◆ Data section:
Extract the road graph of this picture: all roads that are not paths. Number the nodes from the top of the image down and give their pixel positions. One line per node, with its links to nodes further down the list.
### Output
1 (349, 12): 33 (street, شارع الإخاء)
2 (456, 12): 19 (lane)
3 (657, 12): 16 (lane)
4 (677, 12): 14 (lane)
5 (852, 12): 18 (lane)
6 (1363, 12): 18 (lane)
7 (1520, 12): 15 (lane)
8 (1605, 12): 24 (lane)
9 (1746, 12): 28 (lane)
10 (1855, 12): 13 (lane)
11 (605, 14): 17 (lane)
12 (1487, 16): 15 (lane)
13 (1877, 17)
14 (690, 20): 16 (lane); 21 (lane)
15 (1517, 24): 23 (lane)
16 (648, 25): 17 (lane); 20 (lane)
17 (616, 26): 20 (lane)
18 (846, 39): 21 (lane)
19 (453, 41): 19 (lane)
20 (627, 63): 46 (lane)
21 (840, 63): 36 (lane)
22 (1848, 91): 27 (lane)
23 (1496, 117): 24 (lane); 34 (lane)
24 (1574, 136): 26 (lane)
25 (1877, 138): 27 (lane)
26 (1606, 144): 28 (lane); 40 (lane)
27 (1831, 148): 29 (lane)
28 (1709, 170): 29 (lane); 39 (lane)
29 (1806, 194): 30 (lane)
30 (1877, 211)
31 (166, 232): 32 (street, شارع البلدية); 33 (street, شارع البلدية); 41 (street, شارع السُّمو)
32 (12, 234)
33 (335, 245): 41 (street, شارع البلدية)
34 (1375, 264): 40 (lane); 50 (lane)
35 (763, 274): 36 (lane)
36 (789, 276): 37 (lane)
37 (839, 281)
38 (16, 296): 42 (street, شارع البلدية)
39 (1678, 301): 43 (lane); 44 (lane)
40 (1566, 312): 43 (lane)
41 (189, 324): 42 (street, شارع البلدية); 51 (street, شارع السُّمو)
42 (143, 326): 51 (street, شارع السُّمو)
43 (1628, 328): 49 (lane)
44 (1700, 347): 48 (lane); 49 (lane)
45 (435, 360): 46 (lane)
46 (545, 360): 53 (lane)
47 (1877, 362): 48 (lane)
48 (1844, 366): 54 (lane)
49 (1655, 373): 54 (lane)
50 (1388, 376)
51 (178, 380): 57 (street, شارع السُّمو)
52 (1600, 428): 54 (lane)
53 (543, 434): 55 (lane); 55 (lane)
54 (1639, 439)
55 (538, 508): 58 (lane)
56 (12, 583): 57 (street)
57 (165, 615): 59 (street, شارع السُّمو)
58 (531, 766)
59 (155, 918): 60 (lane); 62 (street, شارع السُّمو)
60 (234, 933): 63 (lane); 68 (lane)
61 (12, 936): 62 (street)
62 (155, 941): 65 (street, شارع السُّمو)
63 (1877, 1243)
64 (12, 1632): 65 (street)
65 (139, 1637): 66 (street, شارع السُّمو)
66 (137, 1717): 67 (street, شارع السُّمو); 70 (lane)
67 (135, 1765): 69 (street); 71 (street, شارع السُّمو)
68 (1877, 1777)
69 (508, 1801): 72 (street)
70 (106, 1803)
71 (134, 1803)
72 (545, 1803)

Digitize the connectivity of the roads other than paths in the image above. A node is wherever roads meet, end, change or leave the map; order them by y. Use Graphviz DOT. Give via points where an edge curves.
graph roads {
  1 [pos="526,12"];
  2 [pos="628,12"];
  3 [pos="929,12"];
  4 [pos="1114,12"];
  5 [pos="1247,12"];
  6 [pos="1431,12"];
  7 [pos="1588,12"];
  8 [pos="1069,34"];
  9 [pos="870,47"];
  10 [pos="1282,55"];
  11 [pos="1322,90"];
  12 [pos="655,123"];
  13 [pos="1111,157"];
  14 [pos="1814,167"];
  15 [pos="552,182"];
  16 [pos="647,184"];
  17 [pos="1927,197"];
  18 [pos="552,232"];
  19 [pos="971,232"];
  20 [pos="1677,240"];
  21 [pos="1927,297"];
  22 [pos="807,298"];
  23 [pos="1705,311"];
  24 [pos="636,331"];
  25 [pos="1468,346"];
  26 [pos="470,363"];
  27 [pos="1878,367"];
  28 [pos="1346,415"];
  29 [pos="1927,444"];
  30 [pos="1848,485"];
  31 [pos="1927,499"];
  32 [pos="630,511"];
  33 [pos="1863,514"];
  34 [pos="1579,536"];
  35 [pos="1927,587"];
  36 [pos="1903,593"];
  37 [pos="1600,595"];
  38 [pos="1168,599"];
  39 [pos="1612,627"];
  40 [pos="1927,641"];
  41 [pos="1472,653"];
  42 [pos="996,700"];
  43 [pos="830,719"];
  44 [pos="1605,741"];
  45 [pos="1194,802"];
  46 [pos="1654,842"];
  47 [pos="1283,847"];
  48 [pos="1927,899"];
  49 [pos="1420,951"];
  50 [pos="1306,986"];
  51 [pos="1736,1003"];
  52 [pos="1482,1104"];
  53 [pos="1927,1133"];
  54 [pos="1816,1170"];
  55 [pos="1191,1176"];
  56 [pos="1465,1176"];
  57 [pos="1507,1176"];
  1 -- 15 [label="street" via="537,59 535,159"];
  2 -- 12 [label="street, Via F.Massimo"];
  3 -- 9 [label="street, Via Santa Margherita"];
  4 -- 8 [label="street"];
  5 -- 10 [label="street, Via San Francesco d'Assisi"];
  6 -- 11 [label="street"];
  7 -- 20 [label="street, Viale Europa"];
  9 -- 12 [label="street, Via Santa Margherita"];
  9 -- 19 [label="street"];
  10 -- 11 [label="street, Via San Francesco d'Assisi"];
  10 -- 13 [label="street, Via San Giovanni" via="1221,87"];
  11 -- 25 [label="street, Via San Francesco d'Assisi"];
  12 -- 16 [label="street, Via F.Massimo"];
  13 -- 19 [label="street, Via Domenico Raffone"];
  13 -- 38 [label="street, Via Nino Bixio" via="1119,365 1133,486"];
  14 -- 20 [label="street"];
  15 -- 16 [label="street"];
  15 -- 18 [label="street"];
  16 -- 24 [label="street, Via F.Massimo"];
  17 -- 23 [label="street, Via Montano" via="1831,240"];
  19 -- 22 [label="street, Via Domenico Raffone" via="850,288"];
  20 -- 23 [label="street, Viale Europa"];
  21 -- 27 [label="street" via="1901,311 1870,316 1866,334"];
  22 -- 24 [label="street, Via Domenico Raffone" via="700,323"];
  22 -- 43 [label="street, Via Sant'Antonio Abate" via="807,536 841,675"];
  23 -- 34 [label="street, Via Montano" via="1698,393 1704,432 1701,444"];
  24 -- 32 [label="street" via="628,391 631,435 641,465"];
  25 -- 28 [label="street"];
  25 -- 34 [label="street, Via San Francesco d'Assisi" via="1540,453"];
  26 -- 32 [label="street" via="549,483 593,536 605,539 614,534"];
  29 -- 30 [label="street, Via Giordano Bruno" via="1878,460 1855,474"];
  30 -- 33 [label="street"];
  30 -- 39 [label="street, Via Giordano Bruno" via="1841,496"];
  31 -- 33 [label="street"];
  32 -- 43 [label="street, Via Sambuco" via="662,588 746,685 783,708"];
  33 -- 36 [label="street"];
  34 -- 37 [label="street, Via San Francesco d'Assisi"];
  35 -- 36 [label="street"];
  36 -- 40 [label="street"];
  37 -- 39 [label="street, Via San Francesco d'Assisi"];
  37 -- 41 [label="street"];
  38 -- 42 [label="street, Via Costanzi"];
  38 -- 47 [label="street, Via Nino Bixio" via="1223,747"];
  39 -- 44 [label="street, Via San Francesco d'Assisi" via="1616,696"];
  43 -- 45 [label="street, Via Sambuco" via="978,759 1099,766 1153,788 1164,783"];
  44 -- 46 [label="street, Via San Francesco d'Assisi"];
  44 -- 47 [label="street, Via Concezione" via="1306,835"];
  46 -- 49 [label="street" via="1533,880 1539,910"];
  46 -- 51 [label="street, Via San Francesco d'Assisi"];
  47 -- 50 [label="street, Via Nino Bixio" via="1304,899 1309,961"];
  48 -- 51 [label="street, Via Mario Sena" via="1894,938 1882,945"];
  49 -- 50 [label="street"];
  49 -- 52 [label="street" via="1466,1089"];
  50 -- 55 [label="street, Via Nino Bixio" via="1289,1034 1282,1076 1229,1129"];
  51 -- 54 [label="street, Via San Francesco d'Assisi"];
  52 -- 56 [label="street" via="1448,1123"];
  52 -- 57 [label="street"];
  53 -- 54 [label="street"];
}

◆ About this exercise:
Find every line in the records that has the word "Margherita". Then report the count alone.

◆ Result:
2